Che Berlusconi fosse sceso in politica per fare i suoi interessi è vvio da molo tempo, ed è ancora più ovvio il perchè voglia mettere le mani pesantemente nella Giustizia. Da anni viene detto: Montanelli e Biagi, Luttazzi, Travaglio, Gomez e Di Pietro hanno sempre denunciato le storture di un sistema che monopolizza l'informazione e che vuole la Giustizia ai suoi piedi altrimenti Berlusconi farebbe la fine di Craxi. Il PDS prima, L'Ulivo poi, il PD adesso è stato sempre un belo addormentato. Oggi l'addormentato si è svegliato denunciando la deriva autoritaria che sta prendendo la Repubblica (perchè si aspettava altro l'illuso Veltroni?).
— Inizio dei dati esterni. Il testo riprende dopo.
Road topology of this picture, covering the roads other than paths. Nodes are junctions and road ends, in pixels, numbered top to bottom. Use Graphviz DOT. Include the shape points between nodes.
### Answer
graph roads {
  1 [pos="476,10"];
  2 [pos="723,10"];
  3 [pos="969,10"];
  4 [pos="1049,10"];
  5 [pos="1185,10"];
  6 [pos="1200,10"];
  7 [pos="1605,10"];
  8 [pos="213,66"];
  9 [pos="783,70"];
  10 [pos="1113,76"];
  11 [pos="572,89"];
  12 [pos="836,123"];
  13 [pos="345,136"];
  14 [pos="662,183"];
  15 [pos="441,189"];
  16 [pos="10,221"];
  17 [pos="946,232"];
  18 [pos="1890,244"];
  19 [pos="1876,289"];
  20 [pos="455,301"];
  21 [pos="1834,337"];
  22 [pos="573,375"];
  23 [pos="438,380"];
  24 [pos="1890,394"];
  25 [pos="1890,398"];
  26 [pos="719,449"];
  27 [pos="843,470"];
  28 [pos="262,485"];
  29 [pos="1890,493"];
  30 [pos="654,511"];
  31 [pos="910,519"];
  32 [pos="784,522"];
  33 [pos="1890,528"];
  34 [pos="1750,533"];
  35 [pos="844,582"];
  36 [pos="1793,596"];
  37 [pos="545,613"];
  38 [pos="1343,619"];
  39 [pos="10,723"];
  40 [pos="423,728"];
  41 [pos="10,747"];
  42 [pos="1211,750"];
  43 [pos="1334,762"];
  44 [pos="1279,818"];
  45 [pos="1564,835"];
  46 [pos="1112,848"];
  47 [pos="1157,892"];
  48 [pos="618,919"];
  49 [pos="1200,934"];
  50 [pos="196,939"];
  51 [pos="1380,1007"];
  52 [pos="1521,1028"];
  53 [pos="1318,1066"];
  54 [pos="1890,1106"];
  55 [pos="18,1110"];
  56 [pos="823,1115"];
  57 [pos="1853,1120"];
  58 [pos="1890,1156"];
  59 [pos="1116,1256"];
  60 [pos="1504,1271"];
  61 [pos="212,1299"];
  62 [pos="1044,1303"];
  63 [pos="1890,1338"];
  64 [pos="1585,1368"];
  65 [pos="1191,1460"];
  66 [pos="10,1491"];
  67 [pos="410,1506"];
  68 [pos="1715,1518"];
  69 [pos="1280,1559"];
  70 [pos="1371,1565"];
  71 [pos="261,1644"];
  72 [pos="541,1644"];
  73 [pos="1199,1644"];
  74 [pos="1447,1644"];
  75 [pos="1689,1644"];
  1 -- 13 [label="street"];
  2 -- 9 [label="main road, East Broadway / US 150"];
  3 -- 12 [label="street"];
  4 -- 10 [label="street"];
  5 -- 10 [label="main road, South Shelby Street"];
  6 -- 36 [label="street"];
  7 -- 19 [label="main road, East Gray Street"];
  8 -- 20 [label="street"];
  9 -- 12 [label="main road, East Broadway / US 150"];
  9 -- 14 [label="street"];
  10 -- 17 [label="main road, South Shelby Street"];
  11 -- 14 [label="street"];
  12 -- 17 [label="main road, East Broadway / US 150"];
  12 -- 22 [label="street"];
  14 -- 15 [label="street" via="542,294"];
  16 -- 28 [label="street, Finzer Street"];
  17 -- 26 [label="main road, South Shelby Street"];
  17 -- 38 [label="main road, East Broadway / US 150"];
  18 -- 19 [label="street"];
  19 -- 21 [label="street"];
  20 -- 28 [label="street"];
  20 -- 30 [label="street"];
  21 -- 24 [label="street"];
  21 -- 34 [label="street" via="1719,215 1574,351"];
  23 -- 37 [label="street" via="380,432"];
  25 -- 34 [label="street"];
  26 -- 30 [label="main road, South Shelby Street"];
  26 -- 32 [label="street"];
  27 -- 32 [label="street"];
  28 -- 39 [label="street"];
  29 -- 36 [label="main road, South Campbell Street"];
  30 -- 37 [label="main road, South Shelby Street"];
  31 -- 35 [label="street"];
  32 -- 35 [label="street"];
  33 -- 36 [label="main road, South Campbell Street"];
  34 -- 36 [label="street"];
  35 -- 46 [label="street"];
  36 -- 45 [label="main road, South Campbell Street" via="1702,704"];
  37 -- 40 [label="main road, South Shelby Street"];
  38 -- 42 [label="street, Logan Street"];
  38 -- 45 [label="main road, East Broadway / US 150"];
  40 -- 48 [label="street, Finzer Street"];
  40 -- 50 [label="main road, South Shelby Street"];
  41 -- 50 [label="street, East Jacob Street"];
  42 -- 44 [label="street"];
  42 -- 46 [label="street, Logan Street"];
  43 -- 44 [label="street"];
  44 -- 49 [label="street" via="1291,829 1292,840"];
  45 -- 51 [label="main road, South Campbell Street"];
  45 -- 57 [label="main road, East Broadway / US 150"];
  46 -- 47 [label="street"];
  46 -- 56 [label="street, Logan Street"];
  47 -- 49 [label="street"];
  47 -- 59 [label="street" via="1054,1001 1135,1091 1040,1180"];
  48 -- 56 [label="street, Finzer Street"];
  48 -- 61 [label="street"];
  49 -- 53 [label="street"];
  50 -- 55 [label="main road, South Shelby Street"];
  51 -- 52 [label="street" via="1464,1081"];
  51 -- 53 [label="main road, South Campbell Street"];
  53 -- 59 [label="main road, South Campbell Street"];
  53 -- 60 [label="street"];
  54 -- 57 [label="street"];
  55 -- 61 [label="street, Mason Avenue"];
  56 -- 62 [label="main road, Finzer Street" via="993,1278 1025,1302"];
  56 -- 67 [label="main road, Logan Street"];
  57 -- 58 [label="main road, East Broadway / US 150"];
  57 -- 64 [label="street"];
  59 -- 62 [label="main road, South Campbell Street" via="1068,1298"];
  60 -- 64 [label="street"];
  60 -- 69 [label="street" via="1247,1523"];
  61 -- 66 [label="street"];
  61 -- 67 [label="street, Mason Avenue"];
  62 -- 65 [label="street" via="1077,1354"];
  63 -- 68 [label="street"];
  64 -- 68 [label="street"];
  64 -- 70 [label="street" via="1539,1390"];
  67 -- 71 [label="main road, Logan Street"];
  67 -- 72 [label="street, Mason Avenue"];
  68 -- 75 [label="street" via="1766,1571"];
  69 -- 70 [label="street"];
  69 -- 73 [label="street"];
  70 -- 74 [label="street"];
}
Simili dichiarazioni di un Presidente del Consiglio in altri paesi porterebbero lo stesso a dimettersi il giorno stesso, ma si sa siamo in Italia e le tv dipendono da Berlusconi. Finchè non ci sarà un altro Mario Chiesa che rompe il sistema da dentro l'Italia è destinata alla fine delle democrazia per diventare qualcosa di simile ad una dittaura stile Putin: leggera, morbida, poi dire quello che vuoi tranne denunciare le loro ruberie.
Ieri ho letto l'interessante blog di Bruno Tinti, magistrato che denuncia tutto questo e spiega come vogliono modificare il codice di procedura penale questi loschi personaggi per trarre vantaggio da un pubblico ministero completamente alle dipende del governo.
Qui siamo ormai alla linea del Piave: o si resiste o si muore.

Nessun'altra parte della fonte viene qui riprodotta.